Ballard and his wife, Catherine, played by the beautiful, icy blonde Deborah Kara Unger, were already into weird sex before Ballard's crash, but now they've become interested in Elias Koteas, the most enthusiastic member of the crash cult, and Rosanna Arquette, a badly scarred, horribly mutilated crash survivor, who wears sexy fishnet stockings under her leg braces. Elias drives a big, sexy convertible, a monster of a car. James and Catherine lay in bed, make love and talk about Elias. Later, James and his wife try to create their own crash so that she can join the cult and their sex can be elevated to the next level.

Crash is being advertised as a sexy thriller, in the Basic Instinct vein, which it's not. (On the Criterion disc commentary, Cronenberg describes how Crash would have turned out if Hollywood had made it their way--more like a Basic Instinct.) It's more along the lines of a nightmarish Bergman world, or Fellini at his darkest. You should be prepared before you watch a movie like Crash. You have to be adventurous, and ready to accept that movies can still break new ground. Crash is a great film.
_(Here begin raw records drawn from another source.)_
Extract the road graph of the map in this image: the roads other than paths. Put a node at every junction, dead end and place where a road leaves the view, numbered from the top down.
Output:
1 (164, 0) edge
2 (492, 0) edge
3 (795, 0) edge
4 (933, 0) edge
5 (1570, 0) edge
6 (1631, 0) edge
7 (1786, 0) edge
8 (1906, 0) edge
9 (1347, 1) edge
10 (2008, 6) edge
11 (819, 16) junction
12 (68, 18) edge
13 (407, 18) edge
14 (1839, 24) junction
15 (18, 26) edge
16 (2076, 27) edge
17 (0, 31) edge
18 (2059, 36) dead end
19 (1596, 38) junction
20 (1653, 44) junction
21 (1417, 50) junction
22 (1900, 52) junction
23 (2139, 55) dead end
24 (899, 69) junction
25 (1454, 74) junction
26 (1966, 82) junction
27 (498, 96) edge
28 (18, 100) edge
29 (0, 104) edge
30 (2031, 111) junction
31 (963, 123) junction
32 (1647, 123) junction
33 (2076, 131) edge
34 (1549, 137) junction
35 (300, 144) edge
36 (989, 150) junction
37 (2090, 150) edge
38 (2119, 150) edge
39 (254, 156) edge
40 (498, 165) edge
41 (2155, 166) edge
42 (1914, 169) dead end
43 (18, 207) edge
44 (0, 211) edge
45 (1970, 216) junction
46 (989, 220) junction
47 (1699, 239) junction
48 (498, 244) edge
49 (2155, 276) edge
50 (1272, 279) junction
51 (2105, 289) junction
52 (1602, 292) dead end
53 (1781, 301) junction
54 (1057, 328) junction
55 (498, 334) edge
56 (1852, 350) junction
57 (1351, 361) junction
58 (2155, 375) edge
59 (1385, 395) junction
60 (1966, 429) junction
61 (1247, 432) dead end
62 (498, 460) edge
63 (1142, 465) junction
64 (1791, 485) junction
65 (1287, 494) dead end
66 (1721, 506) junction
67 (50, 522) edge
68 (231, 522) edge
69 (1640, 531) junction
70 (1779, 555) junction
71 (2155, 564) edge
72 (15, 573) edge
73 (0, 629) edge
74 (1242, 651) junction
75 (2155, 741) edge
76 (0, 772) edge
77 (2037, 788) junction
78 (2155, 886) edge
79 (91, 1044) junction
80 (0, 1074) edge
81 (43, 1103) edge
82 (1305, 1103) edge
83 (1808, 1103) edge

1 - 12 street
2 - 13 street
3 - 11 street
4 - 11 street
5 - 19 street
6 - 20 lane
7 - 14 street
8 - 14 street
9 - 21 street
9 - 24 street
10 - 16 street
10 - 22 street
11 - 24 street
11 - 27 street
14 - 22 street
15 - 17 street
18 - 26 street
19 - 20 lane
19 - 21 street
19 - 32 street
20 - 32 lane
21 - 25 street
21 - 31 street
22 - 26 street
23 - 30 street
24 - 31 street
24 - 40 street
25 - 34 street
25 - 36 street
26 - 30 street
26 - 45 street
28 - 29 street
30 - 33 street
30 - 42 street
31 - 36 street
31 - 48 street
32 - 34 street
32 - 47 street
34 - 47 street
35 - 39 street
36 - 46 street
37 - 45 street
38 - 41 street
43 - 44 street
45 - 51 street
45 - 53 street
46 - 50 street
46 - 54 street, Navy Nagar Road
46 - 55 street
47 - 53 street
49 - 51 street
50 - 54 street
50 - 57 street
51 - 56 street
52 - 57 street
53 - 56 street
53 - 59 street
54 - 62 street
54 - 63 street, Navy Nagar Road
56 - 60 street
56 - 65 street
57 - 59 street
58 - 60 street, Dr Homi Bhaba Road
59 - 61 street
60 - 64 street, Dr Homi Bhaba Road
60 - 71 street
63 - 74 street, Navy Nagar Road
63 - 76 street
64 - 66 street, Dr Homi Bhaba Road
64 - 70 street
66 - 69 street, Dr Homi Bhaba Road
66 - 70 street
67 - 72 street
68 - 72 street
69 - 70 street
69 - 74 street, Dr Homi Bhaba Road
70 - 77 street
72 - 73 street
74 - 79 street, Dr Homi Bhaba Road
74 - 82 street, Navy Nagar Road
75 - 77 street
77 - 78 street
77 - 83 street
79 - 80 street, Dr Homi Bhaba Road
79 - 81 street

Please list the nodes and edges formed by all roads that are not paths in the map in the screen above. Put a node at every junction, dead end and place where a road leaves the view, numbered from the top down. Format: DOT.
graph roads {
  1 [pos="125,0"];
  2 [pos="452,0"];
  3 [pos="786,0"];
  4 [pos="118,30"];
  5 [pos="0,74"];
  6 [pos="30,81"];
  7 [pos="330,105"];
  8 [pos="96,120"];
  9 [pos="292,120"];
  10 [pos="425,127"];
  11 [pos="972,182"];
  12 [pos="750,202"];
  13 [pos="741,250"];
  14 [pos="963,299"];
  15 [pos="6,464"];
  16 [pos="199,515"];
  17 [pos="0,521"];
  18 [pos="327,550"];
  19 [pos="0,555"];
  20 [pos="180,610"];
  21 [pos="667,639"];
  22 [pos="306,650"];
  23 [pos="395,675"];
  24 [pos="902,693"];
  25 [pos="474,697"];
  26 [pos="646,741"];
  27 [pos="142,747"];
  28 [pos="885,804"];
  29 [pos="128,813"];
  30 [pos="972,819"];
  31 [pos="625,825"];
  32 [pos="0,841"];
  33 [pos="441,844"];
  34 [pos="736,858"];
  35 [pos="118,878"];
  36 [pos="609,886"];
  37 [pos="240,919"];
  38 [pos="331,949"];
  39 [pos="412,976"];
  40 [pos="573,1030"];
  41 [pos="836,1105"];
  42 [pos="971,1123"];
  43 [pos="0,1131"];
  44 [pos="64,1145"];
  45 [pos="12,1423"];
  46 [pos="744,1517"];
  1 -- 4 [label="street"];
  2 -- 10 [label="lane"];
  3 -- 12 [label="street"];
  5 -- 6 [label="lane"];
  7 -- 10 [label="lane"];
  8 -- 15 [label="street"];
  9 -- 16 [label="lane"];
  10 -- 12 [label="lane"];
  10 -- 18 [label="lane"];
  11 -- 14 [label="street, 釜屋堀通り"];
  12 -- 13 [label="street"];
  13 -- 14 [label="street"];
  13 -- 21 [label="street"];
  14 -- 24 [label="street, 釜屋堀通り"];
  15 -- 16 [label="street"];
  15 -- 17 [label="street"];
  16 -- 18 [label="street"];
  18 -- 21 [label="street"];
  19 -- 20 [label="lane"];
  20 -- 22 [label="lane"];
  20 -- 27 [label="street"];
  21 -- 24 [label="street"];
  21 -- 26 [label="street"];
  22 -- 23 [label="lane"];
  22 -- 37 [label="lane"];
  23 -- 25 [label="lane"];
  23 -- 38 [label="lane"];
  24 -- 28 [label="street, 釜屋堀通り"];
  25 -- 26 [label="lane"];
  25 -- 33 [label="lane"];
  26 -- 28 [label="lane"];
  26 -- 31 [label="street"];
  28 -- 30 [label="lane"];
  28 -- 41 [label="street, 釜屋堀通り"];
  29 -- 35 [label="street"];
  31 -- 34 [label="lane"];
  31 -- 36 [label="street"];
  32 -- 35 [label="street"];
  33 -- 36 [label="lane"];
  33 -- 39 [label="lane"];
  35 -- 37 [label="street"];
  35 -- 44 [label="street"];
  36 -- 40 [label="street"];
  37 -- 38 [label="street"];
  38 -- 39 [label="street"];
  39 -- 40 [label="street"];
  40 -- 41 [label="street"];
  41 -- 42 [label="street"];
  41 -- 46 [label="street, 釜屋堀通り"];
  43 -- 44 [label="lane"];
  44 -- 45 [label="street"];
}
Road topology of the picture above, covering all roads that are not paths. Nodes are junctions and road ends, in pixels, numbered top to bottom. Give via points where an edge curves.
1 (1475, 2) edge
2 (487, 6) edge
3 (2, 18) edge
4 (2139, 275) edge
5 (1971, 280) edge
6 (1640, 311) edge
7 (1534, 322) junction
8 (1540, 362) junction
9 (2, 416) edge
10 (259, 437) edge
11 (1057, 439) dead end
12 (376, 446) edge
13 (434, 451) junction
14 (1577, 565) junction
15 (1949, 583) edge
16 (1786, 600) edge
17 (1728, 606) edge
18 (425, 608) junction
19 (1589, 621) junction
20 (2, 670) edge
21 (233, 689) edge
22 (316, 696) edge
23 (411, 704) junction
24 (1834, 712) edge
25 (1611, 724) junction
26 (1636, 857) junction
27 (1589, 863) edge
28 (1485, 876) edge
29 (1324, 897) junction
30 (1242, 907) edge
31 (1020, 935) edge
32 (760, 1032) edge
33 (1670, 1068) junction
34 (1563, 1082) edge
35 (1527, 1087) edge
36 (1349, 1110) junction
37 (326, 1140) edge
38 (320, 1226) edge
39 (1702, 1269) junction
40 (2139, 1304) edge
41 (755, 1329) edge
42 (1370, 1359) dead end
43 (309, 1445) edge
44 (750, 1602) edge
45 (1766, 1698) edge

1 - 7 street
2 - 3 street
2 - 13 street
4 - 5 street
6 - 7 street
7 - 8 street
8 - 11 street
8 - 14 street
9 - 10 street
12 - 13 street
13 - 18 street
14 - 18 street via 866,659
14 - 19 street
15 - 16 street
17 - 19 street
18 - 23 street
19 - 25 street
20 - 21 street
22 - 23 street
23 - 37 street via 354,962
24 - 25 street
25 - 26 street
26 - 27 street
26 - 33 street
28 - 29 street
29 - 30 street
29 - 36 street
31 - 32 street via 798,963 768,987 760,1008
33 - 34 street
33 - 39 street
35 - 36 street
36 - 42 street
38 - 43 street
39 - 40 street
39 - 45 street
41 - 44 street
Thankfully, the edited "R" rated version of this film is nowhere to be found on the Criterion Collection's long-awaited, essential 2020 Blu-ray release. It includes a commentary track by Cronenberg recorded back in 1997 for Criterion's laserdisc release! It also comes with a filmed lecture with Cronenberg and Ballard, a 38-minute press conference from Cannes, a 9-minute EPK, and trailers. The illustrated liner notes booklet includes an essay by film critic Jessica Kiang.